Гойя предчувствует современное искусство, но в его глазах сама по себе живопись не высшая ценность: она крик ужаса человека, покинутого Богом. Её очевидная и всегда на чём-то основанная живописность, как и великое христианское искусство, связанное с верой, имеет отношение к коллективным человеческим чувствованиям тысячелетней давности, с которыми современное искусство вознамерится не считаться. «Третье мая 1808 года в Мадриде» вопль Испании; «Сатурн, пожирающий своего сына» древнейший вопль мира. Истоки его фантастики не альбомы итальянских капричос, а глубины человеческого страха; как Юнг[121], как большинство поэтов-предромантиков, но только гениально, он передаёт их голоса силам ночи. Что у Гойи современно, так это свобода его искусства. Ибо его палитра, хотя и не принадлежит Италии, не всегда чужда музею: «Третье мая», «Похороны сардинки» это только Гойя, но если сравнить разные варианты «Мах на балконе» с «Куртизанками» Мурильо Из его творчества, как из поэзии Гюго, можно без труда составить современную антологию; однако направленность её иная. Одновременно с его картинами и страстью к Веласкесу появятся последние полотна Франса Халса (руки «Регентш приюта для престарелых», быть может, первая яркая «модернистская деталь» в живописи); наряду с его рисунками эскизы, где старость Тициана решительно ломает последовательное направление Флоренции и Рима; наконец, Рембрандт. Эта преемственность беспорядочно сопровождается отдельными работами венецианцев, испанцев, английских портретистов (Вермеер, вопреки Торе[122], появится поздно); наконец, Гро, Жерико, Делакруа, Констебл, Тёрнер, Курбе, вплоть до Декана и Милле
Но мы имеем в виду, скорее, те или иные особенности в творениях этих художников, чем их творчество в целом, ибо нередко они повествуют. Первой же характерной чертой современного искусства является отказ от повествования.

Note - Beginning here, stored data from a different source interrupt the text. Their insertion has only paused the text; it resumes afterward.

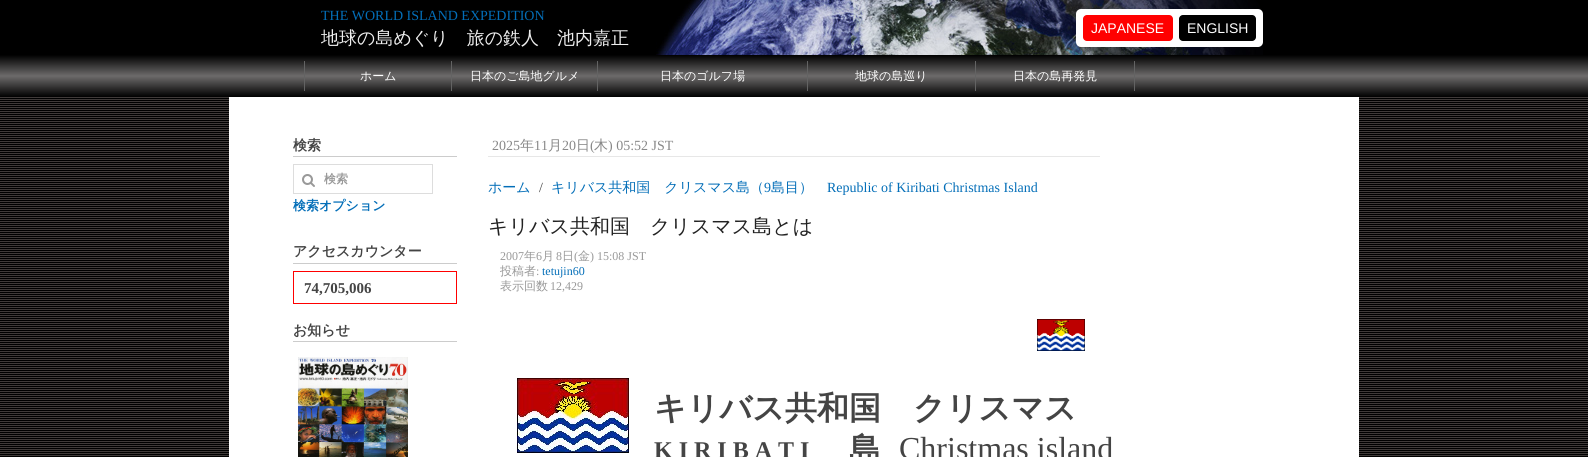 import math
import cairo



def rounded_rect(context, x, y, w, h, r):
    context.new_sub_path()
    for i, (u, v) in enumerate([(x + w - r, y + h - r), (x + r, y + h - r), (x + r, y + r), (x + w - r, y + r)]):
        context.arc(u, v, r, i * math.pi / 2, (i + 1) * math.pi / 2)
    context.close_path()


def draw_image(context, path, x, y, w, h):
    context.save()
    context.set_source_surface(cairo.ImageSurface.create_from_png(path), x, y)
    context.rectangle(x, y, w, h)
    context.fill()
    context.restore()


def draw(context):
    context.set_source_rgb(1, 1, 1)
    context.paint()
    draw_image(context, "images/1.png", 0, 97, 1588, 360)
    context.set_source_rgb(0, 0, 0)
    context.rectangle(0, 0, 1588, 55)
    context.fill()
    draw_image(context, "images/2.png", 656, 0, 607, 55)
    context.set_source_rgb(1, 1, 1)
    rounded_rect(context, 1076, 9, 187, 38, 5)
    context.fill()
    context.set_source_rgb(1, 0, 0)
    rounded_rect(context, 1083, 15, 90, 26, 4)
    context.fill()
    context.set_source_rgb(0, 0, 0)
    rounded_rect(context, 1179, 15, 77, 26, 4)
    context.fill()
    gradient = cairo.LinearGradient(794, 55, 794, 97)
    gradient.add_color_stop_rgba(0, 0, 0, 0, 1)
    gradient.add_color_stop_rgba(0.5, 109 / 255, 107 / 255, 107 / 255, 1)
    gradient.add_color_stop_rgba(1, 0, 0, 0, 1)
    context.set_source(gradient)
    context.rectangle(0, 55, 1588, 42)
    context.fill()
    context.set_source_rgb(99 / 255, 99 / 255, 99 / 255)
    context.rectangle(304, 61, 1, 30)
    context.fill()
    context.rectangle(597, 61, 1, 30)
    context.fill()
    context.rectangle(451, 61, 1, 30)
    context.fill()
    context.rectangle(807, 61, 1, 30)
    context.fill()
    context.rectangle(1134, 61, 1, 30)
    context.fill()
    context.rectangle(975, 61, 1, 30)
    context.fill()
    context.set_source_rgb(1, 1, 1)
    context.rectangle(229, 97, 1130, 360)
    context.fill()
    context.set_source_rgb(204 / 255, 204 / 255, 204 / 255)
    context.rectangle(293, 156, 164, 1)
    context.fill()
    context.rectangle(293.5, 164.5, 139, 29)
    context.set_source_rgb(221 / 255, 221 / 255, 221 / 255)
    context.set_line_width(1)
    context.stroke()
    draw_image(context, "images/3.png", 302, 174, 13, 13)
    context.set_source_rgb(204 / 255, 204 / 255, 204 / 255)
    context.rectangle(293, 263, 164, 1)
    context.fill()
    context.rectangle(293.5, 271.5, 163, 32)
    context.set_source_rgb(1, 0, 0)
    context.stroke()
    context.set_source_rgb(204 / 255, 204 / 255, 204 / 255)
    context.rectangle(293, 341, 164, 1)
    context.fill()
    draw_image(context, "images/4.png", 298, 357, 110, 100)
    context.set_source_rgb(231 / 255, 231 / 255, 231 / 255)
    context.rectangle(488, 156, 612, 1)
    context.fill()
    draw_image(context, "images/5.png", 1037, 319, 48, 32)
    draw_image(context, "images/6.png", 517, 378, 112, 75)
    context.select_font_face("Liberation Serif")
    context.set_font_size(14)
    context.set_source_rgb(3 / 255, 110 / 255, 184 / 255)
    context.move_to(321, 20)
    context.show_text("THE WORLD ISLAND EXPEDITION")
    context.select_font_face("WenQuanYi Zen Hei Medium")
    context.set_font_size(18)
    context.set_source_rgb(238 / 255, 238 / 255, 238 / 255)
    context.move_to(321, 44)
    context.show_text("地球の島めぐり　旅の鉄人　池内嘉正")
    context.select_font_face("Liberation Sans")
    context.set_font_size(14)
    context.set_source_rgb(1, 1, 1)
    context.move_to(1091, 33)
    context.show_text("JAPANESE")
    context.move_to(1187, 33)
    context.show_text("ENGLISH")
    context.select_font_face("WenQuanYi Zen Hei Medium")
    context.set_font_size(12)
    context.move_to(360, 80)
    context.show_text("ホーム")
    context.move_to(470, 80)
    context.show_text("日本のご島地グルメ")
    context.move_to(660, 80)
    context.show_text("日本のゴルフ場")
    context.move_to(855, 80)
    context.show_text("地球の島巡り")
    context.move_to(1013, 80)
    context.show_text("日本の島再発見")
    context.select_font_face("WenQuanYi Zen Hei", cairo.FontSlant.NORMAL, cairo.FontWeight.BOLD)
    context.set_font_size(14)
    context.set_source_rgb(68 / 255, 68 / 255, 68 / 255)
    context.move_to(293, 150)
    context.show_text("検索")
    context.set_font_size(12)
    context.set_source_rgb(153 / 255, 153 / 255, 153 / 255)
    context.move_to(324, 183)
    context.show_text("検索")
    context.set_font_size(13)
    context.set_source_rgb(3 / 255, 110 / 255, 184 / 255)
    context.move_to(293, 210)
    context.show_text("検索オプション")
    context.set_font_size(14)
    context.set_source_rgb(68 / 255, 68 / 255, 68 / 255)
    context.move_to(293, 256)
    context.show_text("アクセスカウンター")
    context.select_font_face("Liberation Serif", cairo.FontSlant.NORMAL, cairo.FontWeight.BOLD)
    context.set_font_size(15)
    context.move_to(304, 293)
    context.show_text("74,705,006")
    context.select_font_face("WenQuanYi Zen Hei", cairo.FontSlant.NORMAL, cairo.FontWeight.BOLD)
    context.set_font_size(14)
    context.move_to(293, 335)
    context.show_text("お知らせ")
    context.select_font_face("Liberation Serif")
    context.set_source_rgb(136 / 255, 136 / 255, 136 / 255)
    context.move_to(492, 150)
    context.show_text("2025")
    context.select_font_face("WenQuanYi Zen Hei Medium")
    context.move_to(520, 150)
    context.show_text("年")
    context.select_font_face("Liberation Serif")
    context.move_to(534, 150)
    context.show_text("11")
    context.select_font_face("WenQuanYi Zen Hei Medium")
    context.move_to(548, 150)
    context.show_text("月")
    context.select_font_face("Liberation Serif")
    context.move_to(562, 150)
    context.show_text("20")
    context.select_font_face("WenQuanYi Zen Hei Medium")
    context.move_to(576, 150)
    context.show_text("日")
    context.select_font_face("Liberation Serif")
    context.move_to(590, 150)
    context.show_text("(")
    context.select_font_face("WenQuanYi Zen Hei Medium")
    context.move_to(594, 150)
    context.show_text("木")
    context.select_font_face("Liberation Serif")
    context.move_to(608, 150)
    context.show_text(") 05:52 JST")
    context.select_font_face("WenQuanYi Zen Hei Medium")
    context.set_source_rgb(3 / 255, 110 / 255, 184 / 255)
    context.move_to(488, 192)
    context.show_text("ホーム")
    context.select_font_face("Liberation Serif")
    context.set_source_rgb(68 / 255, 68 / 255, 68 / 255)
    context.move_to(539, 192)
    context.show_text("/")
    context.select_font_face("WenQuanYi Zen Hei Medium")
    context.set_source_rgb(3 / 255, 110 / 255, 184 / 255)
    context.move_to(551, 192)
    context.show_text("キリバス共和国　クリスマス島（")
    context.select_font_face("Liberation Serif")
    context.move_to(764, 192)
    context.show_text("9")
    context.select_font_face("WenQuanYi Zen Hei Medium")
    context.move_to(771, 192)
    context.show_text("島目）")
    context.select_font_face("Liberation Serif")
    context.move_to(827, 192)
    context.show_text("Republic of Kiribati Christmas Island")
    context.select_font_face("WenQuanYi Zen Hei Medium")
    context.set_font_size(20)
    context.set_source_rgb(34 / 255, 34 / 255, 34 / 255)
    context.move_to(488, 233)
    context.show_text("キリバス共和国　クリスマス島とは")
    context.select_font_face("Liberation Serif")
    context.set_font_size(12)
    context.set_source_rgb(153 / 255, 153 / 255, 153 / 255)
    context.move_to(500, 260)
    context.show_text("2007")
    context.select_font_face("WenQuanYi Zen Hei Medium")
    context.move_to(524, 260)
    context.show_text("年")
    context.select_font_face("Liberation Serif")
    context.move_to(536, 260)
    context.show_text("6")
    context.select_font_face("WenQuanYi Zen Hei Medium")
    context.move_to(542, 260)
    context.show_text("月")
    context.select_font_face("Liberation Serif")
    context.move_to(556, 260)
    context.show_text("8")
    context.select_font_face("WenQuanYi Zen Hei Medium")
    context.move_to(562, 260)
    context.show_text("日")
    context.select_font_face("Liberation Serif")
    context.move_to(574, 260)
    context.show_text("(")
    context.select_font_face("WenQuanYi Zen Hei Medium")
    context.move_to(578, 260)
    context.show_text("金")
    context.select_font_face("Liberation Serif")
    context.move_to(590, 260)
    context.show_text(") 15:08 JST")
    context.select_font_face("WenQuanYi Zen Hei Medium")
    context.move_to(500, 275)
    context.show_text("投稿者")
    context.select_font_face("Liberation Serif")
    context.move_to(536, 275)
    context.show_text(":")
    context.set_source_rgb(3 / 255, 110 / 255, 184 / 255)
    context.move_to(542, 275)
    context.show_text("tetujin60")
    context.select_font_face("WenQuanYi Zen Hei Medium")
    context.set_source_rgb(153 / 255, 153 / 255, 153 / 255)
    context.move_to(500, 290)
    context.show_text("表示回数")
    context.select_font_face("Liberation Serif")
    context.move_to(550, 290)
    context.show_text("12,429")
    context.select_font_face("WenQuanYi Zen Hei", cairo.FontSlant.NORMAL, cairo.FontWeight.BOLD)
    context.set_font_size(32)
    context.set_source_rgb(68 / 255, 68 / 255, 68 / 255)
    context.move_to(654, 419)
    context.show_text("キリバス共和国　クリスマス")
    context.move_to(849, 460)
    context.show_text("島")
    context.select_font_face("Liberation Serif", cairo.FontSlant.NORMAL, cairo.FontWeight.BOLD)
    context.set_font_size(24)
    context.move_to(654, 458)
    context.show_text("K I R I B A T I")
    context.select_font_face("Liberation Serif")
    context.set_font_size(32)
    context.move_to(899, 459)
    context.show_text("Christmas island")


surface = cairo.ImageSurface(cairo.Format.RGB24, 1588, 457)
context = cairo.Context(surface)
options = cairo.FontOptions()
options.set_hint_metrics(cairo.HintMetrics.OFF)
options.set_hint_style(cairo.HintStyle.NONE)
context.set_font_options(options)
context.set_miter_limit(4)
draw(context)
surface.write_to_png("out.png")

Чтобы это искусство родилось, надо чтобы пришёл конец искусству вымысла. Не без потрясений. В XVIII веке агонизирует историческая живопись, хотя только она имеет право занимать самое видное место рядом с портретом.
Ничто не удерживает сползание живописи через грёзы и пантомимы Ватто к жанровой сцене и натюрморту, к Шардену, к дезабилье Фрагонара («Вывеска лавки Жерсена» жанровая картина). С появлением Давида, Гро, наконец, Делакруа, резкий скачок. Затем с этим покончено. Делакруа с его «Свободой, ведущей народ», Мане с его «Расстрелом императора Максимилиана» таковы следующие одна за другой попытки актуализировать историю, но Мане не освободится от «Максимилиана». Курбе намерен изображать нечто иное, чем его предшественники, потому что не хочет рассказывать; он стремится изображать тем самым, полагаем мы, он принадлежит к прошлому музею: создавая «Похороны в Орнане» или «Ателье» на смену сюжетам Делакруа, он борется с музеем так же поверхностно, как Бёрн-Джонс, когда тот пишет в духе Боттичелли, а талант его чужд подобной подстановке. Сюжет должен исчезнуть, поскольку появляется новый сюжет, который вскоре отбросит все прочие: властное присутствие самого художника. Мане смог написать «Портрет Жоржа Клемансо» тогда, когда он посмел стать всем, а Клемансо сделать почти ничем.
Имя Мане получило символическую значимость, несмотря на то, что частью своего творчества он обязан младшим собратьям, несмотря на величие старшего по возрасту Домье. Именно на его выставках разразился конфликт, обозначивший зарождение современной живописи самим фактом провозглашения её ценностей, а не их скрытого присутствия. Кажется, Домье, как и многие другие, составил неверное представление о значении своего искусства. Как человек он был робок в сравнении со своим художническим гением и больше писал для себя, чем для потомства. Как и Гойя, Домье принадлежит одновременно и музею, и современному искусству. Его полотна на народные сюжеты («Прачка», «Суп») вовсе не фиксируют мелкие факты; труд и страдания народа там преображены его кистью, подобно тому, как они преображены в истории пером его друга Мишле. Благодаря широте стиля, безразличию к иллюзии, очевидно, современному схематизму его иллюстрированные сюжеты («Два вора», «Дон Кихот») свободны от иллюстративности, его голландские сюжеты (игроки, любители эстампов и живописи) свободны от второстепенных деталей, так что незаметно, что это именно голландские сюжеты. Но модернисты разойдутся с ним, противопоставив отказу от любой ценности, не относящейся к живописи, собственную особость гармонии.